A UK woman has been savagely mocked on the international shaming platform that is Twitter after she appeared on the breakfast TV program This Morning claiming that her Siberian husky was happy on a vegetarian diet.
In clips from the broadcast, owner Lucy Carrington can be seen explaining that her regal-looking companion, named Storm, appeared to lose interest in her normal dog chow earlier this summer. Hoping to tempt her with some new options, Carrington offered Storm a mix of vegetables. The woman recounted that Storm “really took to it”, so she switched the husky to an entirely plant-based diet.
And, before anyone starts railing against a possible vegetarian or vegan agenda, the Independent notes that Carrington and her family are big time meat eaters. They just haven't been giving any to their wolf-descendant pet.
“I'm certainly not one of those, I'm not vegetarian. I'm not a vegan, far from it, though I've reduced my meat consumption,” she shared.
“I wouldn't want to impose it on anybody because my mother-in-law and father-in-law are vegetarians and we often had many debates. I've got a large family, they're all boys. We're doing burgers and sausages every night.”
Then the program’s hosts, who had invited a veterinarian named Scott Miller along for the segment, revealed that they had a test to see whether Storm really preferred veggies to meat. They placed two bowls – one of each food type – in front of the pup.
Of course, the dog went straight for the bowl of meat. She did pause her enthusiastic snout-stuffing for a moment in order to sniff the vegetable blend on offer, but that was about it.

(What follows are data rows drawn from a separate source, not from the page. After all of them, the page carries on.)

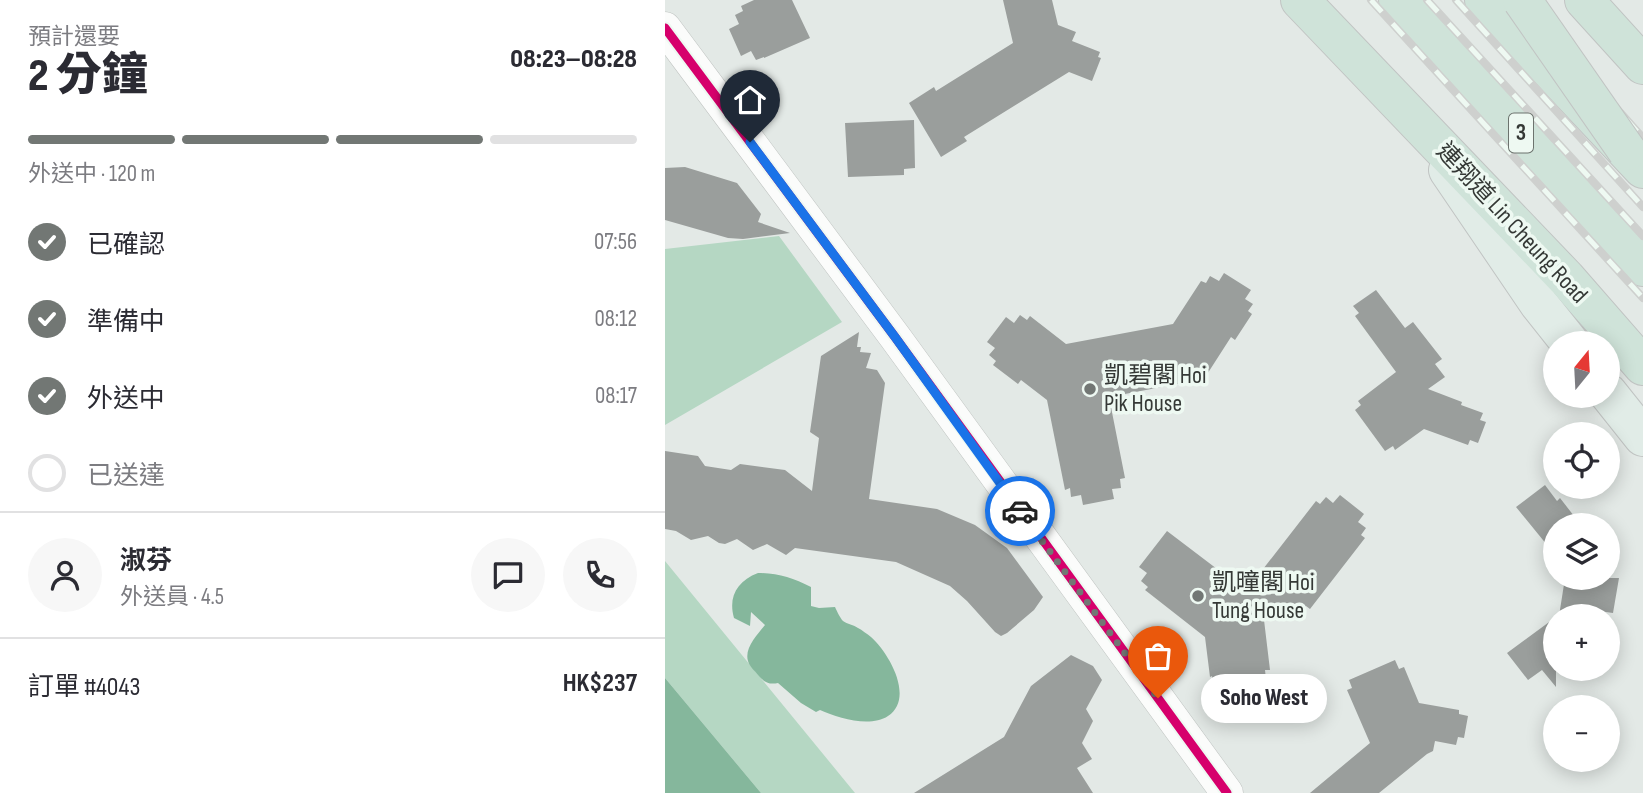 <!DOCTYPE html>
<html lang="zh-TW">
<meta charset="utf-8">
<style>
:root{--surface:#fff;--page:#f7f7f7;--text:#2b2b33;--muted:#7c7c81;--line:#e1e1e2;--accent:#727774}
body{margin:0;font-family:"Sofia Sans Condensed","Noto Sans TC",sans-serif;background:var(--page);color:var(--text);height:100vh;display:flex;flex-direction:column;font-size:26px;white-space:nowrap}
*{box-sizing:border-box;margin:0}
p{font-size:23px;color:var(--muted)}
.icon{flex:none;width:38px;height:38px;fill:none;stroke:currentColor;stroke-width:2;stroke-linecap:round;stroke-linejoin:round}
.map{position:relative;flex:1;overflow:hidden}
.panel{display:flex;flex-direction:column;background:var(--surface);width:665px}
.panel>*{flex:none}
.needle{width:46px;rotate:18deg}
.fabs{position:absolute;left:878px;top:331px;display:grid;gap:14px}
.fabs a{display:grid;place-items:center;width:77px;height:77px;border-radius:50%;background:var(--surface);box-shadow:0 4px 18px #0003;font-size:35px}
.pin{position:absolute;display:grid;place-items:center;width:60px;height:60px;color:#fff;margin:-72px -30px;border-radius:50% 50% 50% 0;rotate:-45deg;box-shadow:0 0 7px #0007}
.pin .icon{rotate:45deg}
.courier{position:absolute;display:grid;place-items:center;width:70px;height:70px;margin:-35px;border:5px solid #1a73e8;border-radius:50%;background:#fff;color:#222;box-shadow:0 2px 9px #0007}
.bubble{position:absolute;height:49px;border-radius:24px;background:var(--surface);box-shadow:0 4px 18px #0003;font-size:23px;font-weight:800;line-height:49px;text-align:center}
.headline em{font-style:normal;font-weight:800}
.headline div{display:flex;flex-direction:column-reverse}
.headline{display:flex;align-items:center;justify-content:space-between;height:119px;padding:0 28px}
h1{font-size:46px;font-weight:800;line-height:52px}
.bar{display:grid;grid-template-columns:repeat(4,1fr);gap:10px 7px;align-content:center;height:84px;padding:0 28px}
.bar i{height:9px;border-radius:5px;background:var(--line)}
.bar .selected{background:var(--accent)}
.bar p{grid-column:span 4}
.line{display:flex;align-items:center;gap:18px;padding:0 28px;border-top:2px solid var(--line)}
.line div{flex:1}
.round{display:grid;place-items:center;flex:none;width:74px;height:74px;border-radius:37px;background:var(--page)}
ol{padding:0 28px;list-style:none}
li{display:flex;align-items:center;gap:21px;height:77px}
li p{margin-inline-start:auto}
li .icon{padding:7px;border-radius:50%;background:var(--accent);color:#fff;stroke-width:4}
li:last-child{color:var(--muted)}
li i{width:38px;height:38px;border:4px solid var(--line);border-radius:50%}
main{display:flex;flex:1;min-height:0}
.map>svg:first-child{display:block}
.green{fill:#b5d7c3}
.water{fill:#85b79c}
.building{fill:#9a9e9c}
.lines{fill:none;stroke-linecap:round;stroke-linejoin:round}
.minor-casing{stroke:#c0c4c2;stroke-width:33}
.major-casing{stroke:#c1c4c3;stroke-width:40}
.highway-casing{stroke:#c1c4c3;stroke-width:40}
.minor{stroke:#fbfcfb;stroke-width:32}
.major{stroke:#e1ece7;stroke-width:38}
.highway{stroke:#cfe3d9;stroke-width:38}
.rail-casing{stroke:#ced0ce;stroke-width:8}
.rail{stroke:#eef9f2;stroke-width:5;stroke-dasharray:16;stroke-linecap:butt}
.highway-bridge-casing{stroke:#c1c4c3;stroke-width:40;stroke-linecap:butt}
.highway-bridge{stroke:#cfe3d9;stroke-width:38}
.cycleway-casing{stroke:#eef9f2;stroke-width:13}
.cycleway{stroke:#d6006c;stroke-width:9}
.done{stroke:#727774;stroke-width:7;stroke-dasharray:0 12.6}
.route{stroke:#1a73e8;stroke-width:9}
.poi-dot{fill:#727774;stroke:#eef9f2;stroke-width:2.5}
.labels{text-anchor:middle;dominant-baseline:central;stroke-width:7;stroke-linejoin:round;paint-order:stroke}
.shield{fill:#eef9f2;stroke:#6c736e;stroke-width:2}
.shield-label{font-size:23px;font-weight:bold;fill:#353936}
.street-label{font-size:24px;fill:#353936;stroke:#eef9f2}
.poi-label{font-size:24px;fill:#353936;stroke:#eef9f2;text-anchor:start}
</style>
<main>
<section class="panel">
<div class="headline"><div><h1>2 分鐘</h1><p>預計還要</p></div><em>08:23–08:28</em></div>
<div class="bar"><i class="selected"></i><i class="selected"></i><i class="selected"></i><i></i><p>外送中 · 120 m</p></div>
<ol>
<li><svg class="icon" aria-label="check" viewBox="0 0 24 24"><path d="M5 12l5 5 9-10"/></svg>已確認<p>07:56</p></li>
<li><svg class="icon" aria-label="check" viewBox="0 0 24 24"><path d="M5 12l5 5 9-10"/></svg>準備中<p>08:12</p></li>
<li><svg class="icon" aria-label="check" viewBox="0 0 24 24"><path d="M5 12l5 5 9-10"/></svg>外送中<p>08:17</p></li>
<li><i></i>已送達</li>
</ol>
<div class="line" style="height:126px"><a class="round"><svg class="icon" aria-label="person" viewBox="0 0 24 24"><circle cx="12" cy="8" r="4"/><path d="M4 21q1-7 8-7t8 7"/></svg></a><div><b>淑芬</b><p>外送員 · 4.5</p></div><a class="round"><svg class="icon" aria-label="chat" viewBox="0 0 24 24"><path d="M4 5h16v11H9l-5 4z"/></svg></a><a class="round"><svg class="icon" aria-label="phone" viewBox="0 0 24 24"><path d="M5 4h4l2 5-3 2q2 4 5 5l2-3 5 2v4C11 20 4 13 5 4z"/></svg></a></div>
<div class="line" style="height:91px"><div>訂單 #4043</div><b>HK$237</b></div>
</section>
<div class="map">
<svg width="978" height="793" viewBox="0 0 978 793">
<rect width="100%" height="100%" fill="#e3e9e6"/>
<path class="green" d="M 114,236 L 177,322 L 0,425 L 0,249 Z
M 0,561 L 190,793 L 96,793 L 0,678 Z"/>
<path class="water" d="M 93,573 C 113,573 128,578 146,587 L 146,606 L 154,608 L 170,607 C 172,611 175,618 178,621 C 182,624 189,625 193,628 C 197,630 202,634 206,637 C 224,653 250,698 223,716 C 205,728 173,718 155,710 L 151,712 L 136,703 L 113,683 C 104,685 99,682 93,675 C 90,671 84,666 83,661 C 79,648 93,634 100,625 L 86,612 L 85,626 L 69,618 C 63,597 72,581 93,573 Z
M 0,678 L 96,793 L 0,793 Z"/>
<path class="building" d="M 89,0 L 127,0 L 145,38 L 99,58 L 99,57 L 91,60 L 86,51 L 76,56 L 64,29 L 74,24 L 70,15 L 78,11 L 76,6 Z
M 338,0 L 387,0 L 393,25 L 411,32 L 407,41 L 435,52 L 433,57 L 436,58 L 427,81 L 404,72 L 299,137 L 302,141 L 276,157 L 244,103 L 269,87 L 271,91 L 348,43 Z
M 249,120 L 250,168 L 239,169 L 239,175 L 183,177 L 180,123 Z
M 20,167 L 72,183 L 96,214 L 93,222 L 125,233 L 78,239 L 63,238 L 0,220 L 0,168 Z
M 559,273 L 586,290 L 580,299 L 588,304 L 583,311 L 587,314 L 570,340 L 566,337 L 539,379 L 444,397 L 460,478 L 455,479 L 456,488 L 447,489 L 449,499 L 418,505 L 416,495 L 406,497 L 405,488 L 400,490 L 382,400 L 356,380 L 353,384 L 328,365 L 331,361 L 324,355 L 330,348 L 322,342 L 341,317 L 349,323 L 355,315 L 362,320 L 365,316 L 401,344 L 508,324 L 536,281 L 541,283 L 545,276 L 554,281 Z
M 711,290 L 740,328 L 748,322 L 777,359 L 770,364 L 780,377 L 763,389 L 797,402 L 796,405 L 818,413 L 815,420 L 821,422 L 813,443 L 805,440 L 803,445 L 759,429 L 730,450 L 728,446 L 720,451 L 690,410 L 696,405 L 693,401 L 731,372 L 690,316 L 694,313 L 688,306 Z
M 194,332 L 192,347 L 196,347 L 195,352 L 206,353 L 201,368 L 212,370 L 220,383 L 204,499 L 272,509 L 310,525 L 342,548 L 378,597 L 369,610 L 342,633 L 336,636 L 330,632 L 302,601 L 285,586 L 231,562 L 130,548 L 121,555 L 102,544 L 88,550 L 72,539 L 60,544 L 54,543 L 43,536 L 26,540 L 11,531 L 0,529 L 0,451 L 33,456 L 40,466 L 66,470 L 75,464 L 120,470 L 147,491 L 154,438 L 145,432 L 156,356 Z
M 880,485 L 892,501 L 895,498 L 916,525 L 891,525 L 891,556 L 851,507 Z
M 675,495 L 699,514 L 693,522 L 701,528 L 696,535 L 700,538 L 645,609 L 641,606 L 633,616 L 599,620 L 605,670 L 600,670 L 601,679 L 592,680 L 592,690 L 550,695 L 547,676 L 545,677 L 540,637 L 480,590 L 483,587 L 476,581 L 482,573 L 474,567 L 502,531 L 581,591 L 651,501 L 655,504 L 661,497 L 668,503 Z
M 900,578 L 954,578 L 948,613 L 934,611 L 933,616 L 894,616 Z
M 891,617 L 891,687 L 877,670 L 863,680 L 842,653 Z
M 406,655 L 428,666 L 437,680 L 421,709 L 428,721 L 417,743 L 427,759 L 412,768 L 428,793 L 249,793 L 339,737 L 366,686 Z
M 730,660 L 734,669 L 739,667 L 754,703 L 794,710 L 794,714 L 803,716 L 799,738 L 793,737 L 791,745 L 770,741 L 768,751 L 762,754 L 714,793 L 645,793 L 705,743 L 682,690 L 687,688 L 684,680 Z"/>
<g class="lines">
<g class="minor-casing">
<path id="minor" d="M 0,28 L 230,337 L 562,793"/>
</g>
<g class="major-casing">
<path id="major" d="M 783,170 L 874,304 L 905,343
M 943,393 L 978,437"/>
</g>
<g class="highway-casing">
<path id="highway" d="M 635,0 L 901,278 L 978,366
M 733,0 L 978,267
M 819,0 L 978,169
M 919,0 L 978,65"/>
</g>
<use href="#minor" class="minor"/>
<use href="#major" class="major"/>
<use href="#highway" class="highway"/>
<g class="rail-casing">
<path id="rail" d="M 706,0 L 978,298
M 762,0 L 978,236
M 791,0 L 978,207
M 855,0 L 978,138"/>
</g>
<use href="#rail" class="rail"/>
<g class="highway-bridge-casing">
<path id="highway-bridge" d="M 857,0 L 962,151"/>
</g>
<use href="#highway-bridge" class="highway-bridge"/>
<g class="cycleway-casing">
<path id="cycleway" d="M 0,28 L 230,337 L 562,793"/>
</g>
<use href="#cycleway" class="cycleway"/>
</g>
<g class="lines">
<path class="done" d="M 355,511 L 493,698"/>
<path class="route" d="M 85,142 L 230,337 L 355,511"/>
</g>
<g class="poi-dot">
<circle cx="425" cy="389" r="7"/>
<circle cx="533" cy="596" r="7"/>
</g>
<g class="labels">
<rect class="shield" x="844" y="113.5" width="24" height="39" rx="5"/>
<g class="shield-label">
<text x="856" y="133">3</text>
</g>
<g class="street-label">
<text transform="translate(847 223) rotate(47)">連翔道 Lin Cheung Road</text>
</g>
<g class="poi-label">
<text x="439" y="375">凱碧閣 Hoi<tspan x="439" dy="28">Pik House</tspan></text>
<text x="547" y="582">凱曈閣 Hoi<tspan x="547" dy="28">Tung House</tspan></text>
</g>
</g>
</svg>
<div class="fabs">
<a><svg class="needle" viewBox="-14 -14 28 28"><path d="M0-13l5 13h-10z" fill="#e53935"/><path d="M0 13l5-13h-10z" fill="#7c7c81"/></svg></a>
<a><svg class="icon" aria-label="locate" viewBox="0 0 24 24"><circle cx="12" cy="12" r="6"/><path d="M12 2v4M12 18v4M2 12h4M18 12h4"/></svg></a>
<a><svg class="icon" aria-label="layers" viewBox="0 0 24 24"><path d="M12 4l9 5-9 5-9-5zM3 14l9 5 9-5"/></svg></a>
<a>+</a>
<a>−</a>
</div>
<div class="pin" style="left:493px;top:698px;background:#ea580c"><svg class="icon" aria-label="bag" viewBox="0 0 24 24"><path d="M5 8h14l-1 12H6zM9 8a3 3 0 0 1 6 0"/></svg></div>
<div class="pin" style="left:85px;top:142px;background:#1f2937"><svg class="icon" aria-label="home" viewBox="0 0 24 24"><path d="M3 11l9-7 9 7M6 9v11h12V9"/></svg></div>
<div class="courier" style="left:355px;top:511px"><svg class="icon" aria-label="car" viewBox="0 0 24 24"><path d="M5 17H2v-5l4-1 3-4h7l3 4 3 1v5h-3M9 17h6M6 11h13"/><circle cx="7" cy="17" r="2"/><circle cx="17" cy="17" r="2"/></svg></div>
<div class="bubble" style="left:536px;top:674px;width:126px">Soho West</div>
</div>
</main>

After Carrington was ribbed by the hosts, Dr Miller commented that more and more people are choosing to put their pets on eyebrow-raising diets.
“People make this decision for all sorts of reasons; people are making it for cultural reasons, for religious ones, for reasons of animal welfare, but the point is it's a choice and our pets can't make that choice, so it's something we have to be exceptionally careful about,” he said.
“They can't make the choice, so we need to do look at the natural history which dictates that dogs are omnivores, they eat a mixture of meat and plant in order to get all the essential minerals and vitamins they need.”
Earlier this year, the FDA issued an alert on the potential danger of low-meat dog food varieties that use lentils, legumes, and potatoes as main ingredients after vets across the country linked these trendy, grain-free foods to cases of a devastating and often fatal canine heart disease called dilated cardiomyopathy (DCM). Normally a rare condition that only a handful of breeds are predisposed to, DCM is thought to arise from a deficiency of the amino acid taurine. Though the canine body can synthesize its own taurine, it appears that supplementation from the diet is critical. Taurine is abundant in animal tissue, but only found in trace amounts in plants. So please, give your dogs healthy, vet-approved, meat-based foods.
Carrington appeared to listen to Dr Miller, stating at the end of the show: "If this is what she wants, then obviously I’m going to adapt accordingly."